My EX broke up with me right before Halloween. And of course I was devastated. He is 22 and I'm 20. We have been together for 5 years and we've only broken up once before. I love him very dearly. He has stuck through some tough stuff and I honestly believe I mentally survived my family's mental abuse because of him.

 

He broke up with me because he thinks we are too different and we are. He is Muslim and I don't really believe in religion. I am Buddhist because of my parents, but I view it as more of a philosophy. It bothers him that I don't believe in any kind of god. But that’s just another thing I don’t really want to get into. We are very much different. We don’t have many of the same interests, but the reason why we lasted so long was because we could just sit around literally doing nothing and just have the most amazing time but I guess after time that changes.

 

He told me he loves me a lot. But a part of him feels that he wants to be single. He says we’re so young and this is the time to enjoy the company of friends and what not(and its not that I didn’t let him hang out with his friends). He says he wants me to realize that there is so much more to life than just him and then maybe we could be together.
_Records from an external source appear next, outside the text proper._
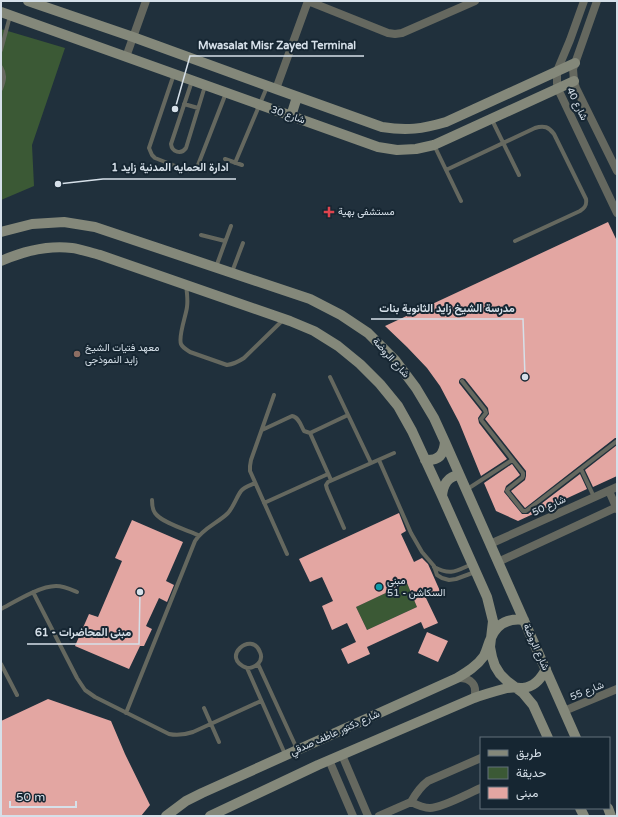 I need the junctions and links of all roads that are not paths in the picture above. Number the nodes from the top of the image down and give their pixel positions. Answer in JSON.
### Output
{"nodes":[{"id":1,"x":28,"y":1,"type":"edge"},
{"id":2,"x":146,"y":1,"type":"edge"},
{"id":3,"x":308,"y":1,"type":"edge"},
{"id":4,"x":475,"y":1,"type":"edge"},
{"id":5,"x":584,"y":1,"type":"edge"},
{"id":6,"x":597,"y":1,"type":"edge"},
{"id":7,"x":5,"y":14,"type":"edge"},
{"id":8,"x":133,"y":38,"type":"junction"},
{"id":9,"x":1,"y":50,"type":"edge"},
{"id":10,"x":126,"y":57,"type":"junction"},
{"id":11,"x":575,"y":63,"type":"junction"},
{"id":12,"x":1,"y":67,"type":"edge"},
{"id":13,"x":557,"y":71,"type":"junction"},
{"id":14,"x":174,"y":74,"type":"junction"},
{"id":15,"x":2,"y":80,"type":"edge"},
{"id":16,"x":193,"y":81,"type":"junction"},
{"id":17,"x":574,"y":81,"type":"junction"},
{"id":18,"x":205,"y":85,"type":"junction"},
{"id":19,"x":271,"y":88,"type":"junction"},
{"id":20,"x":1,"y":89,"type":"edge"},
{"id":21,"x":558,"y":89,"type":"junction"},
{"id":22,"x":226,"y":93,"type":"junction"},
{"id":23,"x":297,"y":97,"type":"junction"},
{"id":24,"x":184,"y":104,"type":"junction"},
{"id":25,"x":259,"y":105,"type":"junction"},
{"id":26,"x":198,"y":108,"type":"junction"},
{"id":27,"x":291,"y":116,"type":"junction"},
{"id":28,"x":492,"y":119,"type":"junction"},
{"id":29,"x":503,"y":143,"type":"junction"},
{"id":30,"x":434,"y":145,"type":"junction"},
{"id":31,"x":225,"y":159,"type":"dead end"},
{"id":32,"x":235,"y":163,"type":"junction"},
{"id":33,"x":242,"y":165,"type":"dead end"},
{"id":34,"x":446,"y":170,"type":"junction"},
{"id":35,"x":617,"y":171,"type":"edge"},
{"id":36,"x":519,"y":175,"type":"dead end"},
{"id":37,"x":461,"y":201,"type":"dead end"},
{"id":38,"x":617,"y":213,"type":"edge"},
{"id":39,"x":230,"y":226,"type":"dead end"},
{"id":40,"x":1,"y":232,"type":"edge"},
{"id":41,"x":201,"y":235,"type":"dead end"},
{"id":42,"x":515,"y":240,"type":"dead end"},
{"id":43,"x":225,"y":241,"type":"junction"},
{"id":44,"x":243,"y":243,"type":"dead end"},
{"id":45,"x":1,"y":261,"type":"edge"},
{"id":46,"x":215,"y":267,"type":"junction"},
{"id":47,"x":231,"y":273,"type":"junction"},
{"id":48,"x":186,"y":285,"type":"junction"},
{"id":49,"x":284,"y":319,"type":"junction"},
{"id":50,"x":330,"y":377,"type":"dead end"},
{"id":51,"x":462,"y":381,"type":"dead end"},
{"id":52,"x":274,"y":395,"type":"dead end"},
{"id":53,"x":348,"y":415,"type":"junction"},
{"id":54,"x":262,"y":430,"type":"junction"},
{"id":55,"x":310,"y":433,"type":"junction"},
{"id":56,"x":617,"y":441,"type":"edge"},
{"id":57,"x":445,"y":442,"type":"junction"},
{"id":58,"x":394,"y":453,"type":"dead end"},
{"id":59,"x":379,"y":460,"type":"junction"},
{"id":60,"x":425,"y":460,"type":"junction"},
{"id":61,"x":512,"y":460,"type":"junction"},
{"id":62,"x":370,"y":463,"type":"junction"},
{"id":63,"x":581,"y":469,"type":"junction"},
{"id":64,"x":328,"y":474,"type":"junction"},
{"id":65,"x":459,"y":475,"type":"junction"},
{"id":66,"x":331,"y":480,"type":"junction"},
{"id":67,"x":255,"y":483,"type":"junction"},
{"id":68,"x":617,"y":487,"type":"edge"},
{"id":69,"x":466,"y":490,"type":"junction"},
{"id":70,"x":609,"y":491,"type":"junction"},
{"id":71,"x":442,"y":496,"type":"junction"},
{"id":72,"x":594,"y":497,"type":"junction"},
{"id":73,"x":152,"y":500,"type":"dead end"},
{"id":74,"x":264,"y":503,"type":"junction"},
{"id":75,"x":617,"y":508,"type":"edge"},
{"id":76,"x":344,"y":528,"type":"dead end"},
{"id":77,"x":198,"y":535,"type":"junction"},
{"id":78,"x":490,"y":544,"type":"junction"},
{"id":79,"x":287,"y":554,"type":"dead end"},
{"id":80,"x":498,"y":562,"type":"junction"},
{"id":81,"x":434,"y":566,"type":"junction"},
{"id":82,"x":474,"y":568,"type":"junction"},
{"id":83,"x":33,"y":592,"type":"junction"},
{"id":84,"x":78,"y":592,"type":"dead end"},
{"id":85,"x":1,"y":609,"type":"edge"},
{"id":86,"x":524,"y":620,"type":"junction"},
{"id":87,"x":491,"y":638,"type":"junction"},
{"id":88,"x":1,"y":664,"type":"edge"},
{"id":89,"x":258,"y":664,"type":"junction"},
{"id":90,"x":247,"y":668,"type":"junction"},
{"id":91,"x":546,"y":669,"type":"junction"},
{"id":92,"x":457,"y":678,"type":"junction"},
{"id":93,"x":515,"y":687,"type":"junction"},
{"id":94,"x":617,"y":689,"type":"edge"},
{"id":95,"x":17,"y":695,"type":"dead end"},
{"id":96,"x":474,"y":698,"type":"junction"},
{"id":97,"x":261,"y":701,"type":"junction"},
{"id":98,"x":204,"y":708,"type":"dead end"},
{"id":99,"x":564,"y":711,"type":"junction"},
{"id":100,"x":126,"y":713,"type":"junction"},
{"id":101,"x":211,"y":724,"type":"junction"},
{"id":102,"x":548,"y":737,"type":"edge"},
{"id":103,"x":576,"y":737,"type":"edge"},
{"id":104,"x":220,"y":742,"type":"dead end"},
{"id":105,"x":297,"y":750,"type":"junction"},
{"id":106,"x":286,"y":755,"type":"junction"},
{"id":107,"x":342,"y":755,"type":"junction"},
{"id":108,"x":480,"y":758,"type":"edge"},
{"id":109,"x":329,"y":760,"type":"junction"},
{"id":110,"x":480,"y":788,"type":"edge"},
{"id":111,"x":411,"y":802,"type":"junction"},
{"id":112,"x":166,"y":816,"type":"edge"},
{"id":113,"x":210,"y":816,"type":"edge"},
{"id":114,"x":353,"y":816,"type":"edge"},
{"id":115,"x":368,"y":816,"type":"edge"},
{"id":116,"x":379,"y":816,"type":"edge"}],
"edges":[{"from":1,"to":8,"type":"street","name":"شارع 30"},
{"from":2,"to":8,"type":"street"},
{"from":3,"to":4,"type":"street"},
{"from":3,"to":19,"type":"street"},
{"from":5,"to":13,"type":"street","name":"شارع 40"},
{"from":6,"to":11,"type":"street","name":"شارع 40"},
{"from":7,"to":9,"type":"lane"},
{"from":7,"to":10,"type":"street","name":"شارع 30"},
{"from":8,"to":10,"type":"street"},
{"from":8,"to":19,"type":"street","name":"شارع 30"},
{"from":10,"to":14,"type":"street","name":"شارع 30"},
{"from":11,"to":13,"type":"street","name":"شارع 30"},
{"from":11,"to":17,"type":"street","name":"شارع 40"},
{"from":12,"to":15,"type":"lane"},
{"from":13,"to":21,"type":"street","name":"شارع 40"},
{"from":13,"to":23,"type":"street","name":"شارع 30"},
{"from":14,"to":16,"type":"street","name":"شارع 30"},
{"from":14,"to":22,"type":"lane"},
{"from":15,"to":20,"type":"lane"},
{"from":16,"to":18,"type":"street","name":"شارع 30"},
{"from":16,"to":24,"type":"lane"},
{"from":17,"to":21,"type":"street","name":"شارع 30"},
{"from":17,"to":35,"type":"street","name":"شارع 40"},
{"from":18,"to":22,"type":"street","name":"شارع 30"},
{"from":18,"to":26,"type":"lane"},
{"from":19,"to":23,"type":"street","name":"شارع 30"},
{"from":19,"to":25,"type":"lane"},
{"from":21,"to":28,"type":"street","name":"شارع 30"},
{"from":21,"to":38,"type":"street","name":"شارع 40"},
{"from":22,"to":25,"type":"street","name":"شارع 30"},
{"from":23,"to":27,"type":"street"},
{"from":24,"to":26,"type":"lane"},
{"from":24,"to":26,"type":"lane"},
{"from":25,"to":27,"type":"street","name":"شارع 30"},
{"from":25,"to":32,"type":"lane"},
{"from":27,"to":30,"type":"street","name":"شارع 30"},
{"from":28,"to":29,"type":"lane"},
{"from":28,"to":30,"type":"street","name":"شارع 30"},
{"from":29,"to":34,"type":"lane"},
{"from":29,"to":36,"type":"lane"},
{"from":29,"to":42,"type":"lane"},
{"from":30,"to":34,"type":"lane"},
{"from":31,"to":32,"type":"lane"},
{"from":32,"to":33,"type":"lane"},
{"from":34,"to":37,"type":"lane"},
{"from":39,"to":43,"type":"lane"},
{"from":40,"to":46,"type":"street","name":"شارع الروضة"},
{"from":41,"to":43,"type":"lane"},
{"from":43,"to":46,"type":"lane"},
{"from":44,"to":47,"type":"lane"},
{"from":45,"to":48,"type":"street"},
{"from":46,"to":47,"type":"street","name":"شارع الروضة"},
{"from":47,"to":57,"type":"street","name":"شارع الروضة"},
{"from":48,"to":49,"type":"street"},
{"from":48,"to":49,"type":"lane"},
{"from":49,"to":60,"type":"street"},
{"from":50,"to":53,"type":"lane"},
{"from":51,"to":61,"type":"lane"},
{"from":52,"to":54,"type":"lane"},
{"from":53,"to":55,"type":"lane"},
{"from":53,"to":62,"type":"lane"},
{"from":54,"to":55,"type":"lane"},
{"from":54,"to":67,"type":"lane"},
{"from":55,"to":64,"type":"lane"},
{"from":56,"to":63,"type":"lane"},
{"from":57,"to":60,"type":"street"},
{"from":57,"to":65,"type":"street","name":"شارع الروضة"},
{"from":58,"to":59,"type":"lane"},
{"from":59,"to":62,"type":"lane"},
{"from":59,"to":81,"type":"lane"},
{"from":60,"to":71,"type":"street"},
{"from":61,"to":63,"type":"lane"},
{"from":61,"to":69,"type":"lane"},
{"from":62,"to":66,"type":"lane"},
{"from":63,"to":72,"type":"lane"},
{"from":64,"to":66,"type":"lane"},
{"from":64,"to":74,"type":"lane"},
{"from":65,"to":69,"type":"street","name":"شارع الروضة"},
{"from":65,"to":71,"type":"street"},
{"from":66,"to":76,"type":"lane"},
{"from":67,"to":74,"type":"lane"},
{"from":67,"to":77,"type":"lane"},
{"from":68,"to":70,"type":"street","name":"شارع 50"},
{"from":69,"to":78,"type":"street","name":"شارع الروضة"},
{"from":70,"to":72,"type":"street","name":"شارع 50"},
{"from":70,"to":75,"type":"street"},
{"from":71,"to":82,"type":"street"},
{"from":72,"to":78,"type":"street","name":"شارع 50"},
{"from":73,"to":77,"type":"lane"},
{"from":74,"to":79,"type":"lane"},
{"from":75,"to":80,"type":"street"},
{"from":77,"to":100,"type":"lane"},
{"from":78,"to":80,"type":"street","name":"شارع الروضة"},
{"from":80,"to":86,"type":"street","name":"شارع الروضة"},
{"from":81,"to":82,"type":"lane"},
{"from":81,"to":82,"type":"lane"},
{"from":82,"to":87,"type":"street"},
{"from":83,"to":84,"type":"lane"},
{"from":83,"to":85,"type":"lane"},
{"from":83,"to":100,"type":"lane"},
{"from":86,"to":87,"type":"street"},
{"from":86,"to":91,"type":"street","name":"شارع الروضة"},
{"from":87,"to":92,"type":"street","name":"شارع دكتور عاطف صدقي"},
{"from":87,"to":93,"type":"street"},
{"from":88,"to":95,"type":"lane"},
{"from":89,"to":90,"type":"lane"},
{"from":89,"to":90,"type":"lane"},
{"from":89,"to":105,"type":"lane"},
{"from":90,"to":97,"type":"lane"},
{"from":91,"to":93,"type":"street"},
{"from":91,"to":99,"type":"street","name":"شارع الروضة"},
{"from":92,"to":96,"type":"street"},
{"from":92,"to":105,"type":"street","name":"شارع دكتور عاطف صدقي"},
{"from":93,"to":96,"type":"street"},
{"from":93,"to":102,"type":"street"},
{"from":94,"to":99,"type":"street","name":"شارع 55"},
{"from":96,"to":107,"type":"street"},
{"from":97,"to":101,"type":"lane"},
{"from":97,"to":106,"type":"lane"},
{"from":98,"to":101,"type":"lane"},
{"from":99,"to":103,"type":"street","name":"شارع الروضة"},
{"from":100,"to":101,"type":"lane"},
{"from":101,"to":104,"type":"lane"},
{"from":105,"to":106,"type":"street","name":"شارع دكتور عاطف صدقي"},
{"from":106,"to":112,"type":"street","name":"شارع دكتور عاطف صدقي"},
{"from":107,"to":109,"type":"street"},
{"from":107,"to":115,"type":"street"},
{"from":108,"to":111,"type":"street"},
{"from":109,"to":113,"type":"street"},
{"from":109,"to":114,"type":"street"},
{"from":110,"to":111,"type":"street"},
{"from":111,"to":116,"type":"street"}]}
I do admit that after this break up it made me realized that I lived and breathed him. I loved myself when I was with him. He thinks its hard for two people to be together for so long at such a young age. He is very closed with his emotions. We used to fight so much because he is so closed off and I would call him heartless. He tells me he thinks there are so many guys that can love me because I was a very good girlfriend to him.He said I am loving, caring, honest, loyal, not jealous, supportive, and he never once doubted my love for him. I begged him to not do this and at first he was there for me. This was a few days after the break up. He responded to my texts and he would say he would be lying if he said he never wanted to be with me but right now the break up seems the best. He says he has taken me for granted and he needs this time to learn to appreciate each other. This break up with either make us even closer or make us realize that we aren’t meant to be. I would ask him if he thinks we are meant to be and he would say “I don’t know. As of right yes because I love you and I don’t know life without you.” He says he doesn’t know if he could love another girl like he loved me, but this break up isn’t about other girls. I smothered him and continued to beg him to the point he finally said I am making things worse. I called him on his birthday which was about a week after our break up and he was telling me he felt so free but he tried to explain that I didn’t make him feel trapped he just can’t explain it. I asked him when can we talk because I miss talking to him the most he was my best friend after all. He said when all the emotions are gone ideally when we are seeing other people. He hurt me so much that I told him I kind of wished I could just take away the love I have for him and he responded ‘Really?’ like as if his feelings were hurt. I’ve had no contact with him since. It’s been about a month since NC. He didn’t even wish me a happy thanksgiving :/. I wander maybe thats why he hasn’t contacted me because I said that.

 

His family absolutely adores me. His mother even cried when she found out we broke up. She went as far as saying it was his lost and that I would be a daughter to her no matter what. My family on the other hand doesn’t care about him because they think I can do so much better. I still speak to his sister and she told me right now he’s missing me a lot but it doesn’t seem like seeing as how he dropped me so fast.

 

I just don’t know what to think anymore. I can’t seem to let go. Everyone is telling me just to move on. A part of me just doesn’t want to. And a part of me wants to hate every bit of him. I don’t know where to go from here...

Posted

Your friends are right. It's time to move on and let go. It's not easy at first, but eventually the pain will ease.

 

Buddha said: “Holding on to anger is like grasping a hot coal with the intent of throwing it at someone else; you are the one who gets burned.”

 

Forgive him for the pain he may have caused you. And accept that he has a free will to choose to live his life.

×
×
  • Create New...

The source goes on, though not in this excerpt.